- Born: June 28, 1907 Sierra Madre, California, U.S.
- Died: May 8, 1991 (aged 83) Berkeley, California, U.S.
- Education: University of California, Berkeley
- Scientific career
- Fields: Botany, Plant collector
- Author abbrev. (botany): A.M.Carter

= Annetta Mary Carter =

American botanist (1907–1991)

Annetta Mary Carter (June 28, 1907 – May 8, 1991) was an American botanist.

== Early life ==
Carter was born on June 28, 1907, in Sierra Madre, California. After the death of her mother, Carter's father spent the summers working in the San Gabriel Mountains as a fire guard, giving Carter the freedom to explore her surroundings and develop an appreciation for nature. Her interest in botany was encouraged and supported by her botany teacher at Pasadena High School.

==Education and career==
In 1928, Carter enrolled in the Botany program at the University of California, Berkeley. She graduated in 1930 with her A.B. in Botany. Her graduating class consisted on 7 women, including Mary L. Bowerman. Carter went on to pursue her master's degree with a focus in the morphology of floating liverwort. Her studies during the program were supervised by William Albert Setchell.

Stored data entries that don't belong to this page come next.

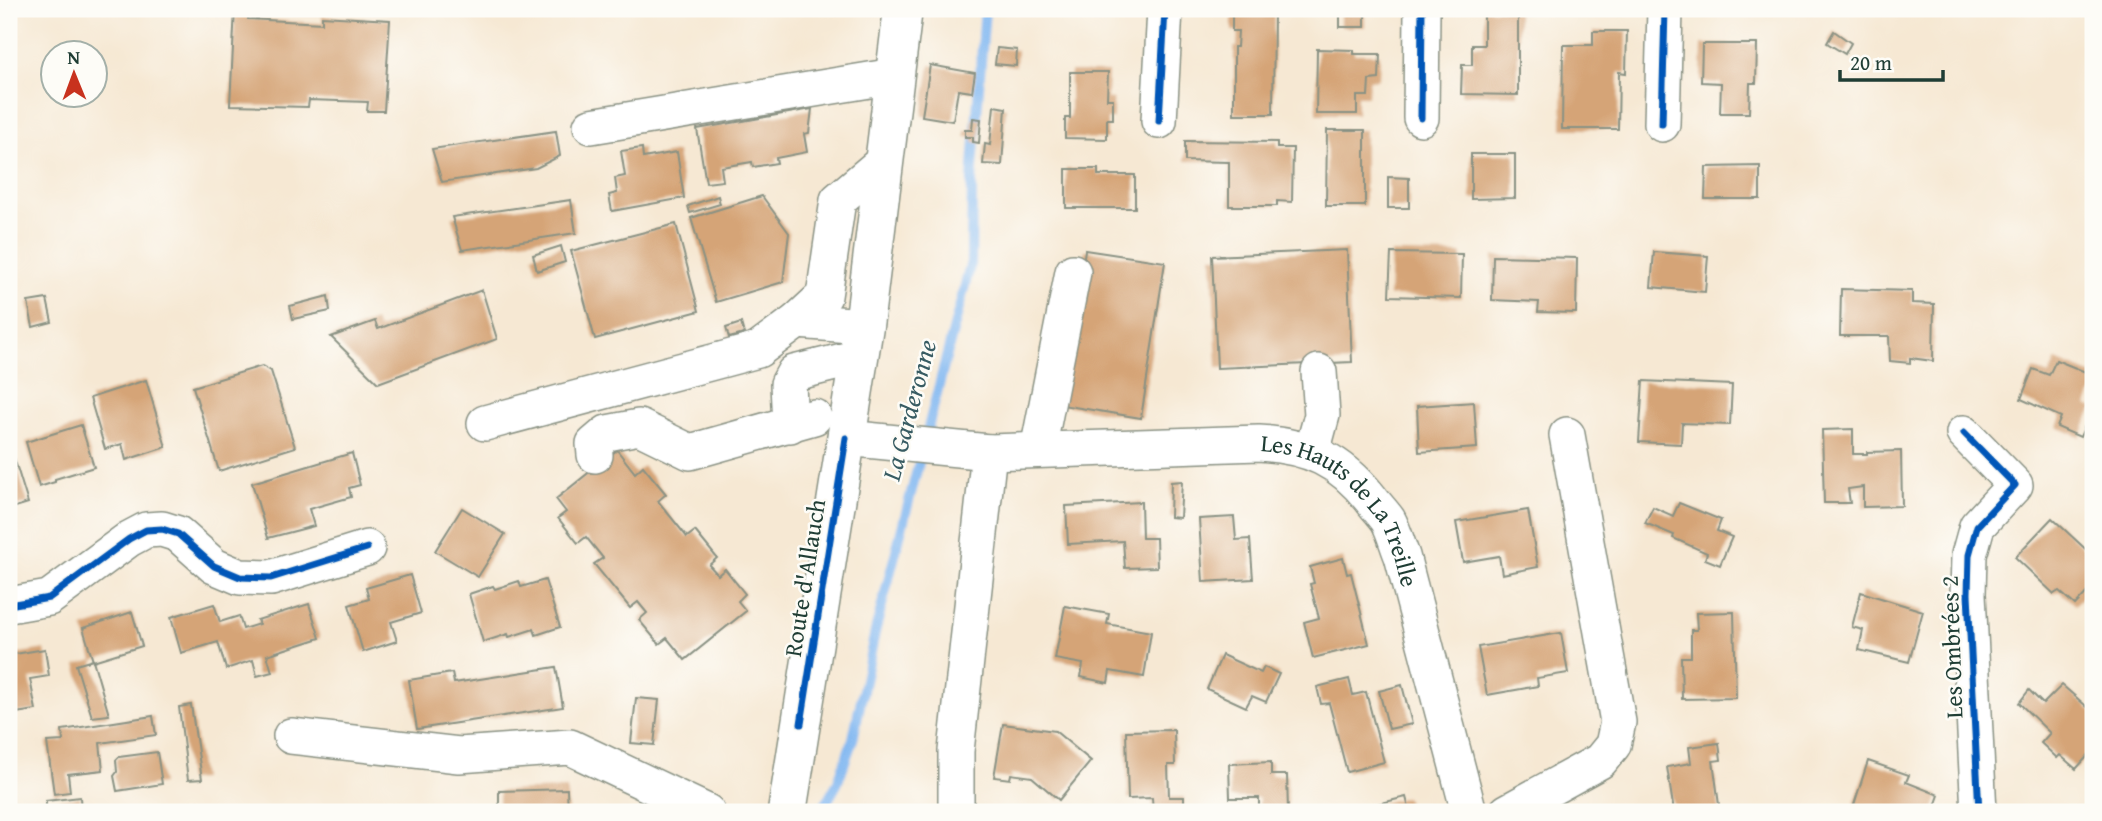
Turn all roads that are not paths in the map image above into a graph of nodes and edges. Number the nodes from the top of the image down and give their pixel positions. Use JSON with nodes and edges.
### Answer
{"nodes":[{"id":1,"x":903,"y":9,"type":"edge"},
{"id":2,"x":1165,"y":9,"type":"edge"},
{"id":3,"x":1422,"y":9,"type":"edge"},
{"id":4,"x":1665,"y":9,"type":"edge"},
{"id":5,"x":894,"y":76,"type":"junction"},
{"id":6,"x":1421,"y":118,"type":"dead end"},
{"id":7,"x":1159,"y":121,"type":"dead end"},
{"id":8,"x":1662,"y":124,"type":"dead end"},
{"id":9,"x":591,"y":126,"type":"dead end"},
{"id":10,"x":884,"y":161,"type":"junction"},
{"id":11,"x":1073,"y":272,"type":"dead end"},
{"id":12,"x":797,"y":321,"type":"junction"},
{"id":13,"x":861,"y":342,"type":"junction"},
{"id":14,"x":1319,"y":372,"type":"dead end"},
{"id":15,"x":485,"y":423,"type":"dead end"},
{"id":16,"x":1964,"y":433,"type":"dead end"},
{"id":17,"x":1567,"y":435,"type":"dead end"},
{"id":18,"x":846,"y":438,"type":"junction"},
{"id":19,"x":1038,"y":450,"type":"junction"},
{"id":20,"x":989,"y":452,"type":"junction"},
{"id":21,"x":1312,"y":452,"type":"junction"},
{"id":22,"x":595,"y":455,"type":"dead end"},
{"id":23,"x":367,"y":548,"type":"dead end"},
{"id":24,"x":9,"y":605,"type":"edge"},
{"id":25,"x":291,"y":736,"type":"dead end"},
{"id":26,"x":707,"y":812,"type":"edge"},
{"id":27,"x":788,"y":812,"type":"edge"},
{"id":28,"x":956,"y":812,"type":"edge"},
{"id":29,"x":1469,"y":812,"type":"edge"},
{"id":30,"x":1507,"y":812,"type":"edge"},
{"id":31,"x":1979,"y":812,"type":"edge"}],
"edges":[{"from":1,"to":5,"type":"main road","name":"Route d'Allauch"},
{"from":2,"to":7,"type":"street"},
{"from":3,"to":6,"type":"street"},
{"from":4,"to":8,"type":"street"},
{"from":5,"to":9,"type":"street"},
{"from":5,"to":10,"type":"main road","name":"Route d'Allauch"},
{"from":10,"to":12,"type":"street"},
{"from":10,"to":13,"type":"main road","name":"Route d'Allauch"},
{"from":11,"to":19,"type":"street"},
{"from":12,"to":13,"type":"street"},
{"from":12,"to":15,"type":"street"},
{"from":13,"to":18,"type":"main road","name":"Route d'Allauch"},
{"from":13,"to":22,"type":"street"},
{"from":14,"to":21,"type":"street"},
{"from":16,"to":31,"type":"street","name":"Les Ombrées 2"},
{"from":17,"to":30,"type":"street"},
{"from":18,"to":20,"type":"street","name":"Les Hauts de La Treille"},
{"from":18,"to":27,"type":"main road","name":"Route d'Allauch"},
{"from":19,"to":20,"type":"street","name":"Les Hauts de La Treille"},
{"from":19,"to":21,"type":"street","name":"Les Hauts de La Treille"},
{"from":20,"to":28,"type":"street"},
{"from":21,"to":29,"type":"street","name":"Les Hauts de La Treille"},
{"from":23,"to":24,"type":"street"},
{"from":25,"to":26,"type":"street"}]}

After receiving her M.A. in 1932, Carter went on to work at the University of California, Berkeley Herbarium where she began as a mounter. She remained with the herbarium under the title Principal Herbarium Botanist until her retirement in 1968. Despite having officially retired, Carter continued to assist the herbarium as a Research Associate. Whilst employed at the herbarium, Carter began collecting throughout California. Much of her research and collecting was focused on the volcanic range Sierra de la Giganta in Baja California. In 1947, Carter went on an expedition in this region and was able to discover a new species that she named Acacia kelloggiana after her colleague who was with her.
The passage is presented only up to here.